Amanda Luedeke is a literary agent with MacGregor Literary. Every Thursday, she posts about growing your author platform. You can follow her on Twitter @amandaluedeke or join her Facebook group to stay current with her wheelings and dealings as an agent.
Last week we talked about why unpublished writers need author websites. The post built a case for the usefulness of maintaining an author site–not only to gather fans, but to entertain agents like myself who may wander over there after reading your query. (Yes, this happens.)
But we didn’t talk much about what sort of content to include. I mean, what is there to say when you don’t have a book? Well, there’s a lot to say…but we’ll get to that later.
When building a website as an unpublished author, you’ll probably have two goals. The first goal would be to provide editors, agents and the publishing world with a better picture of who you are and what you’re about. The second goal would be to utilize your website as a central hub for all of your social media ventures. That way, when you meet someone who is excited about your writing, you don’t have to give them your Twitter handle, Facebook link, blog URL and so on. You just give them your website url, and they’ll be able to navigate your social media channels however they prefer.
This week, let’s focus on Goal #1…
What you should include on your author website…
1. An awesome masthead. The masthead, or banner, is the chunk of pretty design that sits at the top of most websites. If you note Susan Sleeman’s masthead, she not only has her author name front and center, but she has a tagline and really awesome buttons that link to her social media. This is the type of masthead you want! One that pulls people in.
I realize most authors get hung up on taglines, so let’s talk a bit about them. First of all, they don’t need to be Mad Men-quality. They just need to communicate what you write so that visitors who like to read what you write will poke around a bit more. The problem that most face when developing their tagline, is they haven’t really identified WHAT it is they want to write. They may dabble in three separate genres at once. But what they don’t understand is that careers are started by focusing on ONE of those areas. So, my advice is to look at whatever series or project you’re currently working on and/or most excited about, and make that your ‘thing’.(You can always change your tagline after your career picks up and you move on to other themes within that specific genre).
So if you’re writing a romantic comedy set in Texas, your tagline could be like: Emma Cotes – Texas-Sized Romantic Comedies. Or if you write sword and sorcery fantasy, your tagline could be: Jason Fitzpatrick – Putting Dragons Back in Fantasy Since 2005. Or it could be as simple as Jason Fitzpatrick – Sword and Sorcery Fantasy. It doesn’t have to impress. It just needs to attract the right reader.
2. A great author picture. Believe it or not, but most authors are afraid to put their photos online. And it always boils down to one of two reasons: they either feel uncomfortable with the way they look or they’re the type that believe it’s self-serving to promote yourself instead of your work. Please, do yourself a favor…get over yourself and put some freaking photos up! And don’t put up photos that were taken 20 years ago when you were thin. We want the present day you. And we want it in high quality. Not some cropped shot that your niece took when you were at the park.

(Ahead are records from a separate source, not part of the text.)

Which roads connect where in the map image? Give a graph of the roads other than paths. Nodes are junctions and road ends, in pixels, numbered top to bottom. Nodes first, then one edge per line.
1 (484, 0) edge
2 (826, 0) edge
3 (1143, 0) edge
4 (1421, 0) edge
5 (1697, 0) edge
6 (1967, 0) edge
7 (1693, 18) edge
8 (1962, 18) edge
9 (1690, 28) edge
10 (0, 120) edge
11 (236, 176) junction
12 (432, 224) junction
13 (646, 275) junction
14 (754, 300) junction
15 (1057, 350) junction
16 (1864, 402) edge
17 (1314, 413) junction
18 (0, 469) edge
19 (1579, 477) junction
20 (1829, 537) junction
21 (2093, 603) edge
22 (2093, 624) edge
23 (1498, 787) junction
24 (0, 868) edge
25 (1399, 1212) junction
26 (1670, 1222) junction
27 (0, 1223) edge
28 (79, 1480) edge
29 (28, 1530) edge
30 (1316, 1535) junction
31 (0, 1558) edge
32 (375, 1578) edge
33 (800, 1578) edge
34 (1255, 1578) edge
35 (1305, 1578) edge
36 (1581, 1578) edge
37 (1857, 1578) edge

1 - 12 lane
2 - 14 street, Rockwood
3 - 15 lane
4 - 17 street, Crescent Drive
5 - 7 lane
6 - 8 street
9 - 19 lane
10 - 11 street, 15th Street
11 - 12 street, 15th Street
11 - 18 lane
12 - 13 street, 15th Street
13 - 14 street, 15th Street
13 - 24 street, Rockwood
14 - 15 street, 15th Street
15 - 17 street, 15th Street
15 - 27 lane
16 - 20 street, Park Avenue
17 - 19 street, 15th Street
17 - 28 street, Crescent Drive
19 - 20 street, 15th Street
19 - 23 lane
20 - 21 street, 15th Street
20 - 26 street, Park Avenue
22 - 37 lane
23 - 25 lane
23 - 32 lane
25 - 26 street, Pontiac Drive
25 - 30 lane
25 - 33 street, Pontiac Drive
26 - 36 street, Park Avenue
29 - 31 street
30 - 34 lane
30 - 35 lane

It probably sounds silly, but being able to see your face can be what an agent or editor needs to feel comfortable with working with you.
3. An informative “About” page. No, we don’t want your life story, but five or so paragraphs of your journey as a writer, mom, physical therapist and whatever else life has thrown you, is very valuable. But before you write, be sure to shed any journalistic qualities you may have picked up in college or in the workplace. Yes, the “about” section is a pure regurgitation of information. But you want it to be fun. You want it to be lively. And you want it to reflect your writer’s voice. Take a look at Ree Drummond’s “About” page for inspiration. It’s one of the best I’ve ever seen.
4. A “Contact” page. Time to drop your online privacy inhibitions! A ‘contact’ page just isn’t complete without contact information. So, you email address is a must.
Now, if you’re a nonfiction writer, then you really need to beef up this page. Include your postal address and even a phone number for booking speaking events.
5. A blog. Ok, so you have the crucial information covered. But where do you get to show your skills? Linking your blog to your website (or even having it live on your site) is a great way to allow industry professionals the chance to scope out your writing talent. I think it goes without saying that if you do this, your blog needs to be updated on a regular basis, it needs to hit your target readership, and it needs to be well-written.
For tips on blogging, check out my 3-part series:
6. A “Where to Find Me” Page (this is for the nonficiton authors). If you write nonfiction, then platform means everything. Speaking and doing radio appearances are great ways to get your name out there to establish yourself as an expert. On your website, keep an updated schedule of where you’ll be. This way, those who want to connect with you in person will get that chance. Plus, you never know when an agent or editor may stop by during your talk.
That’s all I have when it comes to populating your author website. Any suggestions? Questions? Got a website you’d like to share? Or maybe you’d like some tips on your website? Post links, questions and thoughts below!